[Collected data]
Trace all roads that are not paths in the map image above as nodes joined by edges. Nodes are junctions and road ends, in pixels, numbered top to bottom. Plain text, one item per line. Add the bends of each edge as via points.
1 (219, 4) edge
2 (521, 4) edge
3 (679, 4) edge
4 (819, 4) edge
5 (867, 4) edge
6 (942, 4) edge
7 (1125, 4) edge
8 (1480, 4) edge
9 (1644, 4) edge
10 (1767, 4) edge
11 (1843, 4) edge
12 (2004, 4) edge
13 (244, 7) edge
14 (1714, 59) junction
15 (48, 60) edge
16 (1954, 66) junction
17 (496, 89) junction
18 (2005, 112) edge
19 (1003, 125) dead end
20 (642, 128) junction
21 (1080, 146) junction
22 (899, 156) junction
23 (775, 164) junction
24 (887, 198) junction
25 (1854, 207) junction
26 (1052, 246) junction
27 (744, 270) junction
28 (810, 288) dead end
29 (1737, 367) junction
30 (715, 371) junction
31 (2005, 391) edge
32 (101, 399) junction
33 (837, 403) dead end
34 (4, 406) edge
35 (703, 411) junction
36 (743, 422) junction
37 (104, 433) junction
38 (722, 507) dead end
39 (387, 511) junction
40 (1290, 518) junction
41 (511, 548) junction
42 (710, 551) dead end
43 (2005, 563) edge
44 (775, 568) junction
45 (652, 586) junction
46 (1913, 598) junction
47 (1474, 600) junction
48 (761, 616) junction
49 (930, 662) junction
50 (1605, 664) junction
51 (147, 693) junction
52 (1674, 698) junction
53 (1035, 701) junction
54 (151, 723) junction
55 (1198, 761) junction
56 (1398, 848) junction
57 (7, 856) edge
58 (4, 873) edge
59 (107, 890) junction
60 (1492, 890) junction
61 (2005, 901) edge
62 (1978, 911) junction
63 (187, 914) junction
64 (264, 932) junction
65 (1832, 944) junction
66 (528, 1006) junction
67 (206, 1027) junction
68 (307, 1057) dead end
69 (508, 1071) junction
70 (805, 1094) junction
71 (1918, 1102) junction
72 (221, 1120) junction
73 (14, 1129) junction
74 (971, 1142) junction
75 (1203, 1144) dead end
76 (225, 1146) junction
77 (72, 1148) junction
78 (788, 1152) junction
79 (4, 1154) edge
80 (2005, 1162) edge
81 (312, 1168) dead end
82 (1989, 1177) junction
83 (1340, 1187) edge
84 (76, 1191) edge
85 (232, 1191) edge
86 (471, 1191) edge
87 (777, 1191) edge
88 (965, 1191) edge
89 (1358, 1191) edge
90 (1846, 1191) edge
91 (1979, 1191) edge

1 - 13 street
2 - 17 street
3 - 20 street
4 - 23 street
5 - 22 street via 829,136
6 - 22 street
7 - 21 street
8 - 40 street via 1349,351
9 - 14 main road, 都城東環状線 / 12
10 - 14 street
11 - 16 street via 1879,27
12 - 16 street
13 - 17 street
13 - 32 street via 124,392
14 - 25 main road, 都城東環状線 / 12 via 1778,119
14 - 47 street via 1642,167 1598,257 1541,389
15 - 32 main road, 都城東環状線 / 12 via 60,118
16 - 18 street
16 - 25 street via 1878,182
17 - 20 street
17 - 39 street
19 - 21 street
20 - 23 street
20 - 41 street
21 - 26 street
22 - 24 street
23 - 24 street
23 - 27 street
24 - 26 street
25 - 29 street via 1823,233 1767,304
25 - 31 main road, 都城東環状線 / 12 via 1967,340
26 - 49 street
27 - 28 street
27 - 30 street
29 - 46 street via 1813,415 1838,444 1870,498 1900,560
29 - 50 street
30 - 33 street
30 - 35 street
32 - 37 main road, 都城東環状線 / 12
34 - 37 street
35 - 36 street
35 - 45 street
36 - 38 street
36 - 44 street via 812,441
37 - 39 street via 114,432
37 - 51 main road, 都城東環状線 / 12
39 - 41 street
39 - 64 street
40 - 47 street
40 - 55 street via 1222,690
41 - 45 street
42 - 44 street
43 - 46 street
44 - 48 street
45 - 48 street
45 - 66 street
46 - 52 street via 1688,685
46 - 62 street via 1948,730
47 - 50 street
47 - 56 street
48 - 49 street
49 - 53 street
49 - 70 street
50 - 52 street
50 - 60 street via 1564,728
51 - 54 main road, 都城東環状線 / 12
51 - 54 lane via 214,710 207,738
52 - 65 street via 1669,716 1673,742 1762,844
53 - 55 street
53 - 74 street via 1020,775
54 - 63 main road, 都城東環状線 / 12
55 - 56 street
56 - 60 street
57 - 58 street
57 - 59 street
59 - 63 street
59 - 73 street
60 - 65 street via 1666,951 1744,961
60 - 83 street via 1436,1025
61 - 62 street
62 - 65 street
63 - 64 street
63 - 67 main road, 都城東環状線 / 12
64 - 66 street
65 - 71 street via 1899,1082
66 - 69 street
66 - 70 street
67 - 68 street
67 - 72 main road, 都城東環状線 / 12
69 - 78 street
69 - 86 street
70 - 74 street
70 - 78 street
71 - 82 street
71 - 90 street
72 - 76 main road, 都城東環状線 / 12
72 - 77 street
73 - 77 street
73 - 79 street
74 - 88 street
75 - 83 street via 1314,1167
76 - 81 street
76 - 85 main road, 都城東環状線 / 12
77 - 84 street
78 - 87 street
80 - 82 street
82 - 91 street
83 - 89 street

_TASK GOAL_
Without changing a single character, write out all of the entries.

_WORKED SOLUTION_
Trace all roads that are not paths in the map image above as nodes joined by edges. Nodes are junctions and road ends, in pixels, numbered top to bottom. Plain text, one item per line. Add the bends of each edge as via points.
1 (219, 4) edge
2 (521, 4) edge
3 (679, 4) edge
4 (819, 4) edge
5 (867, 4) edge
6 (942, 4) edge
7 (1125, 4) edge
8 (1480, 4) edge
9 (1644, 4) edge
10 (1767, 4) edge
11 (1843, 4) edge
12 (2004, 4) edge
13 (244, 7) edge
14 (1714, 59) junction
15 (48, 60) edge
16 (1954, 66) junction
17 (496, 89) junction
18 (2005, 112) edge
19 (1003, 125) dead end
20 (642, 128) junction
21 (1080, 146) junction
22 (899, 156) junction
23 (775, 164) junction
24 (887, 198) junction
25 (1854, 207) junction
26 (1052, 246) junction
27 (744, 270) junction
28 (810, 288) dead end
29 (1737, 367) junction
30 (715, 371) junction
31 (2005, 391) edge
32 (101, 399) junction
33 (837, 403) dead end
34 (4, 406) edge
35 (703, 411) junction
36 (743, 422) junction
37 (104, 433) junction
38 (722, 507) dead end
39 (387, 511) junction
40 (1290, 518) junction
41 (511, 548) junction
42 (710, 551) dead end
43 (2005, 563) edge
44 (775, 568) junction
45 (652, 586) junction
46 (1913, 598) junction
47 (1474, 600) junction
48 (761, 616) junction
49 (930, 662) junction
50 (1605, 664) junction
51 (147, 693) junction
52 (1674, 698) junction
53 (1035, 701) junction
54 (151, 723) junction
55 (1198, 761) junction
56 (1398, 848) junction
57 (7, 856) edge
58 (4, 873) edge
59 (107, 890) junction
60 (1492, 890) junction
61 (2005, 901) edge
62 (1978, 911) junction
63 (187, 914) junction
64 (264, 932) junction
65 (1832, 944) junction
66 (528, 1006) junction
67 (206, 1027) junction
68 (307, 1057) dead end
69 (508, 1071) junction
70 (805, 1094) junction
71 (1918, 1102) junction
72 (221, 1120) junction
73 (14, 1129) junction
74 (971, 1142) junction
75 (1203, 1144) dead end
76 (225, 1146) junction
77 (72, 1148) junction
78 (788, 1152) junction
79 (4, 1154) edge
80 (2005, 1162) edge
81 (312, 1168) dead end
82 (1989, 1177) junction
83 (1340, 1187) edge
84 (76, 1191) edge
85 (232, 1191) edge
86 (471, 1191) edge
87 (777, 1191) edge
88 (965, 1191) edge
89 (1358, 1191) edge
90 (1846, 1191) edge
91 (1979, 1191) edge

1 - 13 street
2 - 17 street
3 - 20 street
4 - 23 street
5 - 22 street via 829,136
6 - 22 street
7 - 21 street
8 - 40 street via 1349,351
9 - 14 main road, 都城東環状線 / 12
10 - 14 street
11 - 16 street via 1879,27
12 - 16 street
13 - 17 street
13 - 32 street via 124,392
14 - 25 main road, 都城東環状線 / 12 via 1778,119
14 - 47 street via 1642,167 1598,257 1541,389
15 - 32 main road, 都城東環状線 / 12 via 60,118
16 - 18 street
16 - 25 street via 1878,182
17 - 20 street
17 - 39 street
19 - 21 street
20 - 23 street
20 - 41 street
21 - 26 street
22 - 24 street
23 - 24 street
23 - 27 street
24 - 26 street
25 - 29 street via 1823,233 1767,304
25 - 31 main road, 都城東環状線 / 12 via 1967,340
26 - 49 street
27 - 28 street
27 - 30 street
29 - 46 street via 1813,415 1838,444 1870,498 1900,560
29 - 50 street
30 - 33 street
30 - 35 street
32 - 37 main road, 都城東環状線 / 12
34 - 37 street
35 - 36 street
35 - 45 street
36 - 38 street
36 - 44 street via 812,441
37 - 39 street via 114,432
37 - 51 main road, 都城東環状線 / 12
39 - 41 street
39 - 64 street
40 - 47 street
40 - 55 street via 1222,690
41 - 45 street
42 - 44 street
43 - 46 street
44 - 48 street
45 - 48 street
45 - 66 street
46 - 52 street via 1688,685
46 - 62 street via 1948,730
47 - 50 street
47 - 56 street
48 - 49 street
49 - 53 street
49 - 70 street
50 - 52 street
50 - 60 street via 1564,728
51 - 54 main road, 都城東環状線 / 12
51 - 54 lane via 214,710 207,738
52 - 65 street via 1669,716 1673,742 1762,844
53 - 55 street
53 - 74 street via 1020,775
54 - 63 main road, 都城東環状線 / 12
55 - 56 street
56 - 60 street
57 - 58 street
57 - 59 street
59 - 63 street
59 - 73 street
60 - 65 street via 1666,951 1744,961
60 - 83 street via 1436,1025
61 - 62 street
62 - 65 street
63 - 64 street
63 - 67 main road, 都城東環状線 / 12
64 - 66 street
65 - 71 street via 1899,1082
66 - 69 street
66 - 70 street
67 - 68 street
67 - 72 main road, 都城東環状線 / 12
69 - 78 street
69 - 86 street
70 - 74 street
70 - 78 street
71 - 82 street
71 - 90 street
72 - 76 main road, 都城東環状線 / 12
72 - 77 street
73 - 77 street
73 - 79 street
74 - 88 street
75 - 83 street via 1314,1167
76 - 81 street
76 - 85 main road, 都城東環状線 / 12
77 - 84 street
78 - 87 street
80 - 82 street
82 - 91 street
83 - 89 street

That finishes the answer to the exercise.